Yep, that's what he said. You can imagine the reaction. Or you can Google it. But I'll save you the trouble.

When asked for an official response to reception problems with the iPhone, Apple produced this slightly less terse but functionally identical answer:

Gripping any mobile phone will result in some attenuation of its antenna performance, with certain places being worse than others depending on the placement of the antennas. This is a fact of life for every wireless phone. If you ever experience this on your iPhone 4, avoid gripping it in the lower left corner in a way that covers both sides of the black strip in the metal band, or simply use one of many available cases.

So now you have two options. You can hold the iPhone in a Manner Officially Approved by Apple (MOABA), or you can buy a handsome "bumper" from the Apple Store for only $29, plus shipping and handling. Any more questions?

It gets more absurd from here. The blogosphere exploded with what became known as iPhone "death grip hysteria." (Hey, it was a slow news week.)

Almost immediately, a Tumbler blog appeared with photos showing Steve himself, along with several actors from Apple's iPhone TV ads, holding their iPhones the wrong way.
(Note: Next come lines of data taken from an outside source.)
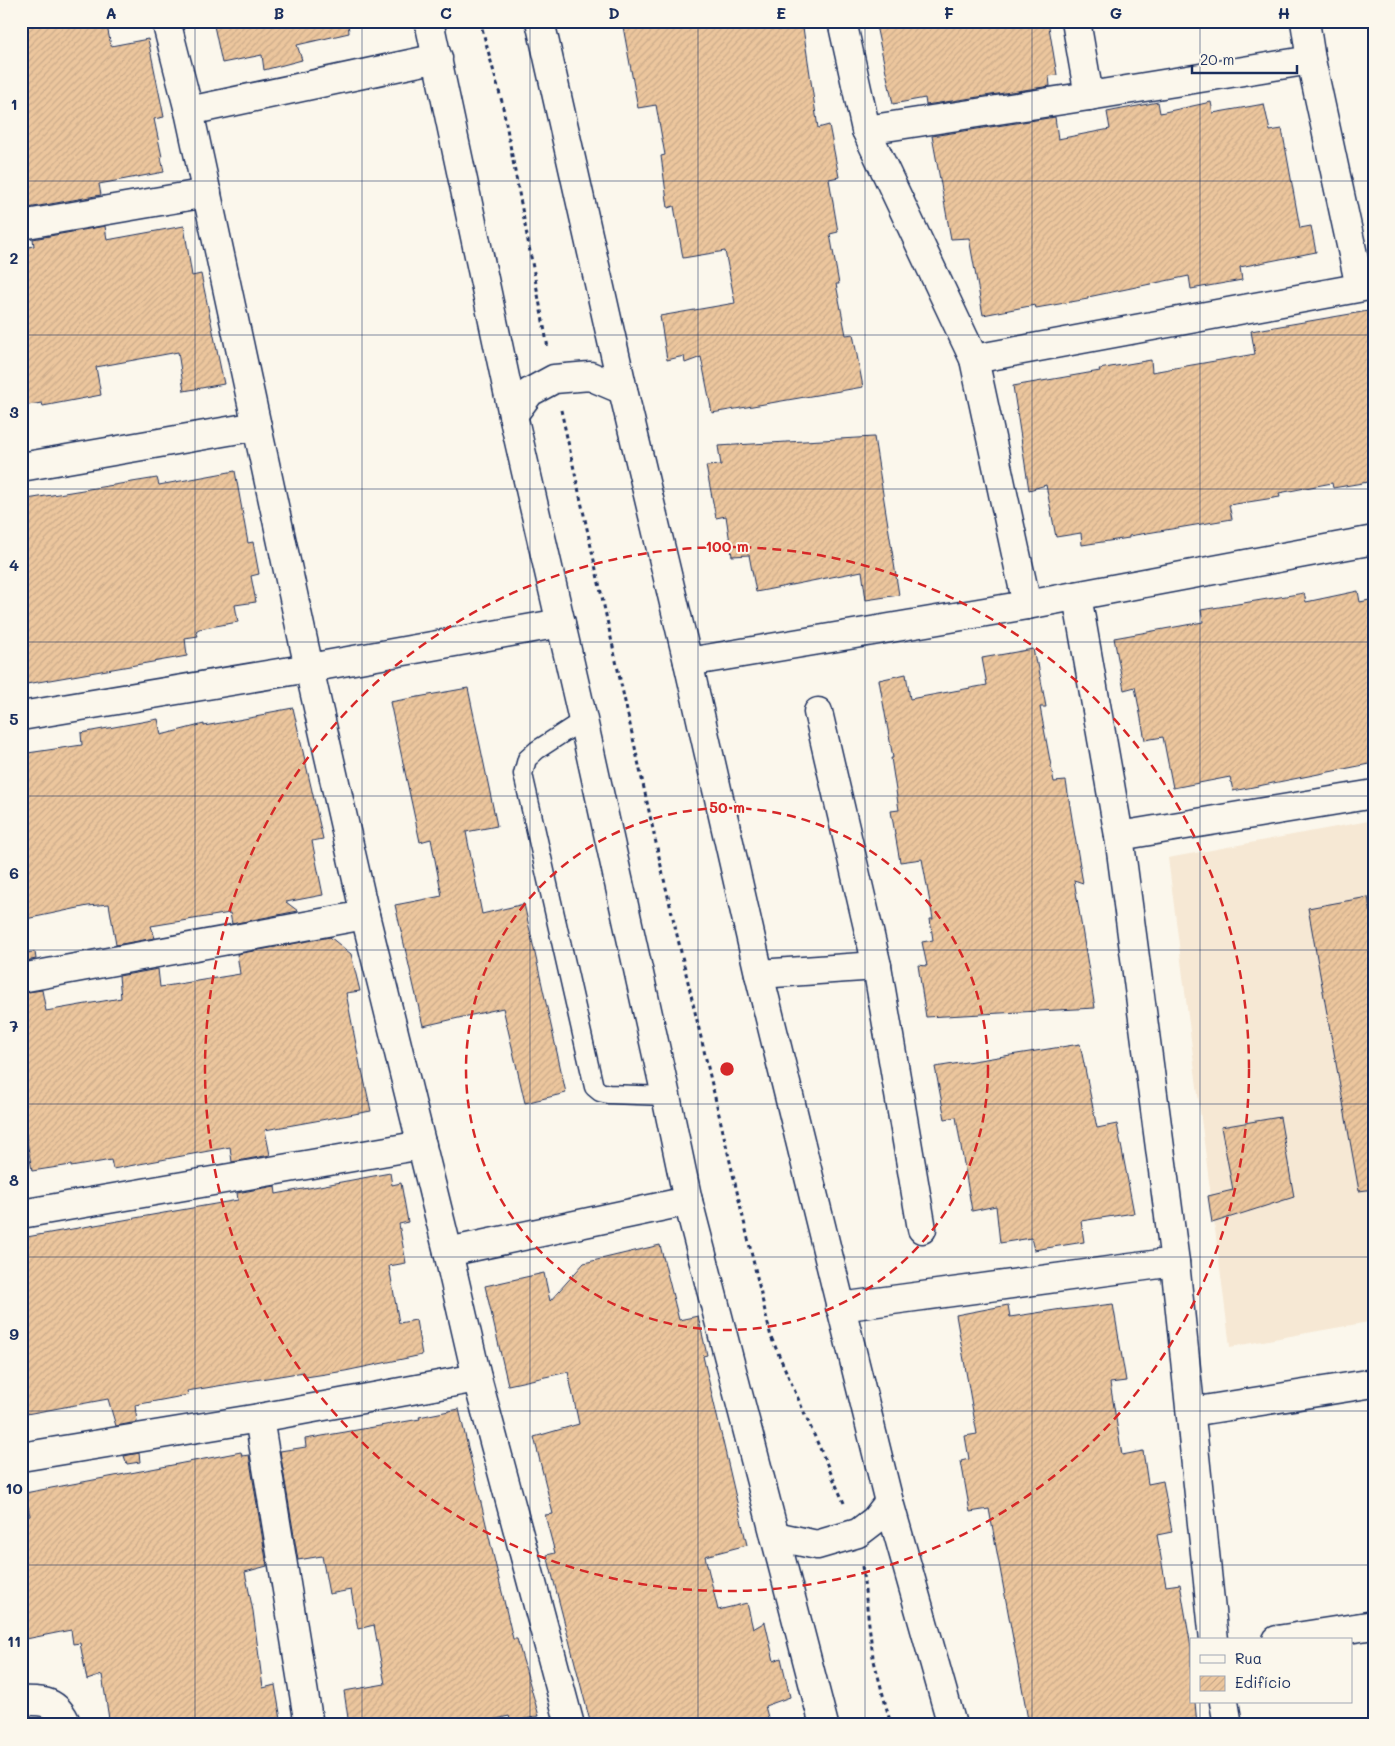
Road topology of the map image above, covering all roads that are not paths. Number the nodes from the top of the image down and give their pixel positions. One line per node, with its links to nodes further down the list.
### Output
1 (166, 21): 10 (street)
2 (429, 21): 7 (street)
3 (540, 21): 16 (street)
4 (842, 21): 11 (street)
5 (1076, 21): 9 (street)
6 (1305, 21): 8 (street)
7 (438, 58): 10 (street); 17 (street)
8 (1311, 60): 9 (street); 14 (street)
9 (1089, 96): 11 (street)
10 (189, 111): 12 (street)
11 (866, 130): 15 (street)
12 (206, 193): 13 (street); 18 (street)
13 (21, 225)
14 (1367, 286): 15 (street)
15 (974, 360): 22 (street)
16 (623, 390): 17 (street); 24 (street)
17 (513, 415): 23 (street)
18 (257, 426): 19 (street); 25 (street)
19 (21, 467)
20 (1374, 540): 21 (street)
21 (1077, 596): 22 (street); 30 (street)
22 (1027, 606): 24 (street)
23 (561, 623): 25 (street); 28 (street)
24 (688, 662): 33 (street)
25 (309, 668): 27 (street); 31 (street)
26 (818, 712): 32 (street)
27 (21, 716)
28 (583, 720): 35 (street); 35 (lane)
29 (1374, 794): 30 (street)
30 (1119, 836): 41 (street)
31 (366, 915): 34 (street); 36 (street)
32 (878, 966): 33 (street); 39 (street)
33 (760, 974): 42 (street)
34 (21, 978)
35 (666, 1096): 37 (street)
36 (422, 1145): 38 (street); 40 (street)
37 (688, 1201): 40 (street); 49 (street)
38 (21, 1214)
39 (922, 1229)
40 (448, 1252): 43 (street)
41 (1175, 1262): 42 (street); 45 (street)
42 (840, 1307): 48 (street)
43 (476, 1378): 46 (street); 57 (street)
44 (1374, 1383): 45 (street)
45 (1191, 1412): 51 (street)
46 (259, 1418): 47 (street); 56 (street)
47 (21, 1457)
48 (889, 1502): 49 (street); 59 (street)
49 (775, 1536): 58 (street)
50 (1374, 1625): 52 (street)
51 (1214, 1638)
52 (1290, 1638)
53 (21, 1701): 55 (street)
54 (1224, 1704): 60 (street)
55 (67, 1725)
56 (308, 1725)
57 (570, 1725)
58 (824, 1725)
59 (952, 1725)
60 (1228, 1725)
Independent testers confirmed that reception did indeed degrade when a user's fingers touched the iPhone 4's unique external antenna. (Other testers, like the New York Times' David Pogue, were unable to re-create that effect.) Because lefties are more likely to cover that section of the phone with their fingers, Lauren Milsom of The Left-Handed Club accused Apple of prejudice against southpaws.

And eSarcasm served up several suggestions on the right and wrong ways to hold an iPhone, including Apple tech support's suggested grip: between your butt cheeks.

I'm still waiting for the "Just avoid holding it in that way" T-shirts to show up.

Yesterday, according to MacRumors, Jobs allegedly added seven more words to the mix in yet another terse response:

There are no reception issues. Stay Tuned.

See, nothing to worry about. But hang on tight anyway, just in case. (And while you're staying tuned, try not to touch anything conductive with your fingers -- just a precaution.)

Today, AppleInsider is reporting that Apple's non-reception non-issue might be patched by a firmware upgrade some time this week. AI's source: readers who reported a discussion on the Apple Support Forums, which mysteriously disappeared shortly thereafter.

To wit:

The fix is expected to address a issue in iOS 4 related to radio frequency calibration of the baseband. Readers who saw the original forum discussions say that the issue is believed to occur when switching frequencies; because the lag is allegedly not calibrated correctly, it results in the device reporting "no service" rather than switching to the frequency with the best signal to noise ratio.

Yes, this is a lot of silliness over very little (except, of course, for those left-handed iPhone fans who are afflicted). But at least it gives us something to think about other than that massive wound in the earth's crust under the Gulf. And it's nice to know vaudeville isn't completely dead yet.

Also: I bought an iPhone in my pajamas. How it got into my pajamas, I don't know.